#### [Problem requirements]
The task calls for the count of lines containing "edges" in these records, given as a number with no other words.

★ ★ ★ ★ ★

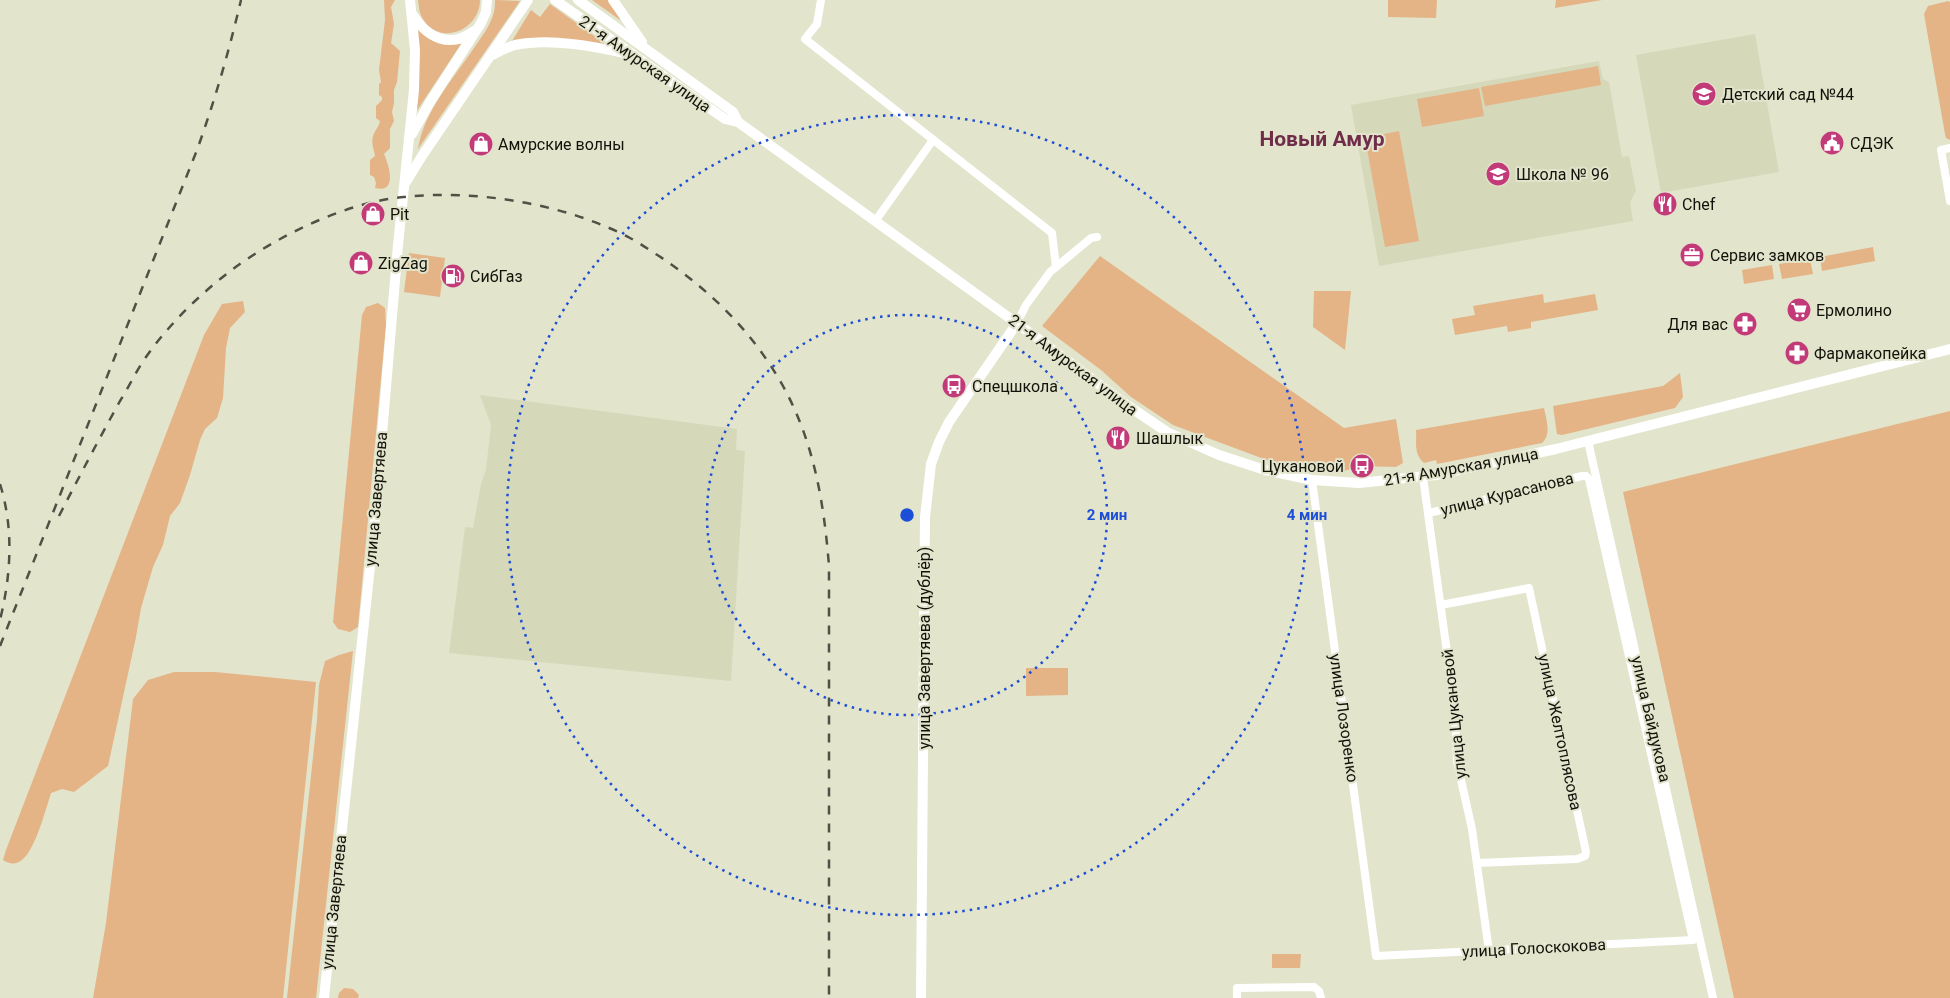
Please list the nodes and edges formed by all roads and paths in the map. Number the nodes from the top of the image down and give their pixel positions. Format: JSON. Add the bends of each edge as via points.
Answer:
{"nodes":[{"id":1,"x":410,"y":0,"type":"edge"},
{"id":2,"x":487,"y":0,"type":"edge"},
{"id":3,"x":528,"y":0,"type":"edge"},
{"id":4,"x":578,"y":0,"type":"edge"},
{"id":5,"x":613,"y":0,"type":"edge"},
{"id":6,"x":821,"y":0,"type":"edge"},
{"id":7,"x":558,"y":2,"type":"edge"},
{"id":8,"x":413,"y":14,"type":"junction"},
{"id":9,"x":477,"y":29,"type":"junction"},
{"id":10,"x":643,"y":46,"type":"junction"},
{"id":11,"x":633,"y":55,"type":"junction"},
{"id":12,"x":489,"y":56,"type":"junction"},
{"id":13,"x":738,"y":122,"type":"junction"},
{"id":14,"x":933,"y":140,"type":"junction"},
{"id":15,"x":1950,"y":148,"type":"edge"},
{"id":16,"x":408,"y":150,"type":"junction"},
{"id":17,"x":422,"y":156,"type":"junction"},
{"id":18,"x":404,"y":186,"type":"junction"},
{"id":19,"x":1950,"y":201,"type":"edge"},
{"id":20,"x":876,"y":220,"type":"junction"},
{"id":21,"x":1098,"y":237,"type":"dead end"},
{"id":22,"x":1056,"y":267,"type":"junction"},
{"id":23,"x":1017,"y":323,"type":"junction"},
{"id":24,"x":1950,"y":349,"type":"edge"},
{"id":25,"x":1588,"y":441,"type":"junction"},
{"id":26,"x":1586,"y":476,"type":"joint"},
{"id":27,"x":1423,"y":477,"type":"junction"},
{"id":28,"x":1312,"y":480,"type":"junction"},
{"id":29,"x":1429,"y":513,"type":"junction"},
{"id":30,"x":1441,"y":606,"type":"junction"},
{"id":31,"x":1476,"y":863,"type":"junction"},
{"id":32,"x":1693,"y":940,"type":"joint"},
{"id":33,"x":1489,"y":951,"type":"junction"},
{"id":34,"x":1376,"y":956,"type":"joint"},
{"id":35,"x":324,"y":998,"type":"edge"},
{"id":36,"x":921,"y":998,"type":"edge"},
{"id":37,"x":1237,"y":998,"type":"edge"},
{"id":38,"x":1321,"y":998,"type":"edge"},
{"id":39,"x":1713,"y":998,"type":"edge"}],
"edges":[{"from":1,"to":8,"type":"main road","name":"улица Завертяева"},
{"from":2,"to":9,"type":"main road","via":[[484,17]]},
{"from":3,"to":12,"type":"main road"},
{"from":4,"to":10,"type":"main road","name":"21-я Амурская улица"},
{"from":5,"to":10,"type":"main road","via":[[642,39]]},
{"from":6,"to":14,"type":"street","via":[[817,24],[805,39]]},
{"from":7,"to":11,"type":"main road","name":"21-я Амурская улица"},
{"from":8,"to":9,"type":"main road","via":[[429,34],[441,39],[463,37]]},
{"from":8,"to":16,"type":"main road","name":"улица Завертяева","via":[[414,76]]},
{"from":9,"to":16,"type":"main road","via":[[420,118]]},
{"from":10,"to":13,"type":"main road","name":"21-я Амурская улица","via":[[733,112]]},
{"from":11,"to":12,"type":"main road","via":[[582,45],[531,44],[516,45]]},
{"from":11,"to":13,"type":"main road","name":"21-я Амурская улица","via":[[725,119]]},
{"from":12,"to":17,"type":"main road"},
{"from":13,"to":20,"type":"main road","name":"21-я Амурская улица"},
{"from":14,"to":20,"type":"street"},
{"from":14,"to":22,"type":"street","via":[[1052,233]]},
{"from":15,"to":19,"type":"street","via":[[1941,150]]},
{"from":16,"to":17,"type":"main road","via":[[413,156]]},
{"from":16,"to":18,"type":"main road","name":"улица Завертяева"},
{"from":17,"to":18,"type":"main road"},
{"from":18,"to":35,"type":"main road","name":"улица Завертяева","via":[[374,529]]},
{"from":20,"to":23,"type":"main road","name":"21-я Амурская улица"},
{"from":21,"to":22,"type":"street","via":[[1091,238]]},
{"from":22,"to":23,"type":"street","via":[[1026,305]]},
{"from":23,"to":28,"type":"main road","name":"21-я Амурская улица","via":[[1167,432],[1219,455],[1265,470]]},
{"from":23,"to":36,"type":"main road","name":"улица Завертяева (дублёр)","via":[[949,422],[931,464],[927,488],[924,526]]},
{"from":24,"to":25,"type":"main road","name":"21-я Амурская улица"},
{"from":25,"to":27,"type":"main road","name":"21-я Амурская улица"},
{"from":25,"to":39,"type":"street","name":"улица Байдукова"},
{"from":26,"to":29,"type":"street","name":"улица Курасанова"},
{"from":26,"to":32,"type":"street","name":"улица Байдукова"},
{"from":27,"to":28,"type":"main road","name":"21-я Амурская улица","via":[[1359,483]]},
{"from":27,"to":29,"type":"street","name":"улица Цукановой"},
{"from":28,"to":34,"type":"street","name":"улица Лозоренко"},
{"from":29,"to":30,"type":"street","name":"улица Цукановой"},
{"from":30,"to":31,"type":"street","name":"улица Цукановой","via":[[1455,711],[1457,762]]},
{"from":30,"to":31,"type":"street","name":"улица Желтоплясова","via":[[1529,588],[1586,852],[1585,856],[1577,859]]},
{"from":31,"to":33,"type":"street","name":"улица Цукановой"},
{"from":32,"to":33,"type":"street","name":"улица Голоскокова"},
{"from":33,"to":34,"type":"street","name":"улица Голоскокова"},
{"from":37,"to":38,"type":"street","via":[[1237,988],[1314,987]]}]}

★ ★ ★ ★ ★

#### [Your solution]
2